The continuing soap opera surrounding Hewlett-Packard (HPQ) has to stop at some point. Hopefully the new CEO, Meg Whitman, can break the cycle. The company seems to continue to make missteps in its operation and execution. In the most recent Q1 2012 conference call, the company indicated it is having issues related to supply constraints associated with hard disk drives due to flooding in Thailand. The company indicated half of the company's recent poor quarterly performance was due to issues with hard disk drive supply.
The company indicated it is more significantly impacted by the hard disk drive situation than its competitors, as it chose to focus on profitability rather than market share. The company also noted that it will likely have issues related to hard disk drive supply in the coming quarter as well, although not as drastic. It's possible the hard disk drive issue is a smoke screen for deeper problems within the company, which may surface later when the hard disk drive supply issue is resolved and can't be used as a scapegoat.
Meg Whitman noted that previous under-investment in the company is now a part of the company's problem with poor revenue. Ms. Whitman also highlighted execution issues with respect to systems, processes and people need to be addressed going forward, as well as planning for and taking advantage of industry shifts.

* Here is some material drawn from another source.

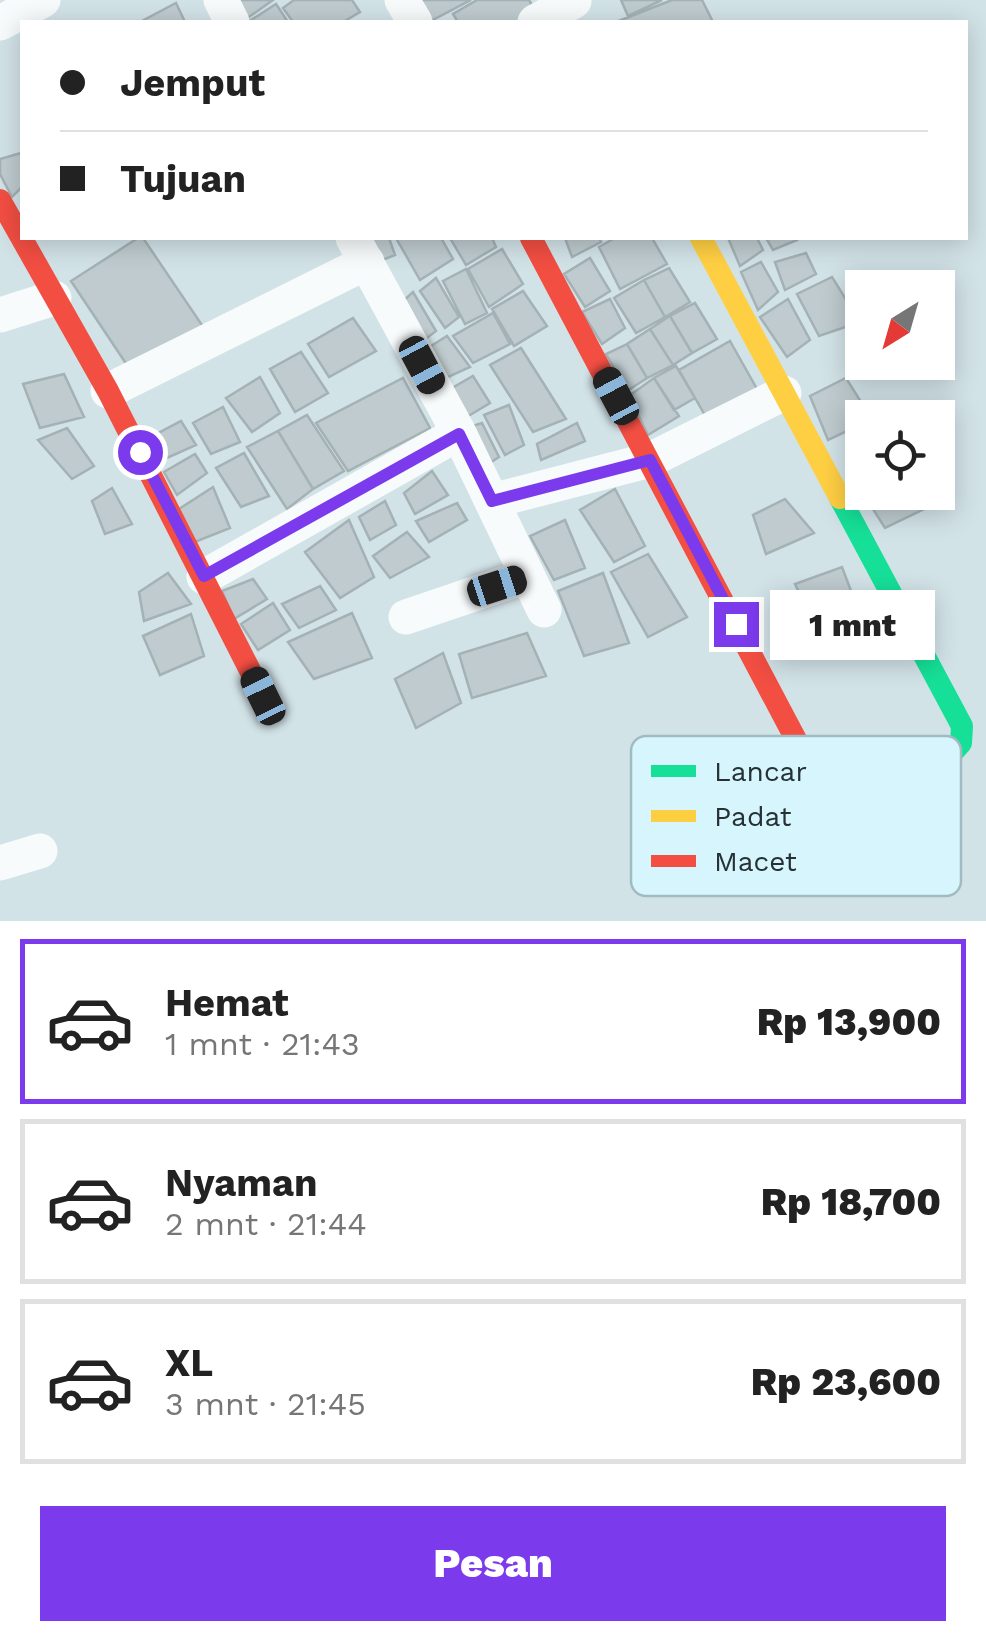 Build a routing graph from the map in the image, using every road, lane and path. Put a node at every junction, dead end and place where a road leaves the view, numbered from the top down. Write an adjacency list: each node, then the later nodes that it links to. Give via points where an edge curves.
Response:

Currency issues with respect to the weakness of the dollar versus the yen was mentioned as problematic due to the company's supply of Laserjet printers being denominated in yen. Maybe the thought of hedging the company's exposure to yen appreciation via futures contracts will pop in management's minds at some point.
Pretty much every business unit of the company was down or flat except software, which grew 30% and was due in large part to Autonomy-- a recent acquisition. Autonomy provides products for management of information.
In the conference call, the company indicated it is seeing signs of economic improvement in the U.S., but not so much in the rest of the world.
Competitors to HP include Accenture (ACN), Dell (DELL) and International Business Machines (IBM).
HP's stock has been in an upward trajectory since September of 2011, but took a hit in recent days following the company's earnings release as shown below:

The company's stock price appears to have put in a bottom, so this could be a good entry point for the company. However, until the hard disk drive issues are in the rear-view mirror and HP shows real signs of recovery, any investment in the company should probably be protected in some manner. A protected covered call, also known as a collar, will be considered for HP. A covered call may be entered by selling a call option against the stock which can then be protected via purchase of a put option.
Using PowerOptions, a protected covered call was found with a potential return of 2.5% (41.5% annualized) and a maximum potential loss of 8.9%, even if the price of the stock goes to zero. The potential return and the maximum potential loss take advantage of an upcoming $0.12 dividend payment. The specific call option to sell is the 2012 Mar 27 at $0.60 and the put option to purchase is the 2012 Mar 24 at $0.07. A profit/loss graph for one contract of the protected covered call is shown below:

If the price of HP's stock increases to around the $30 range, the position can potentially be rolled in order to realize additional potential income.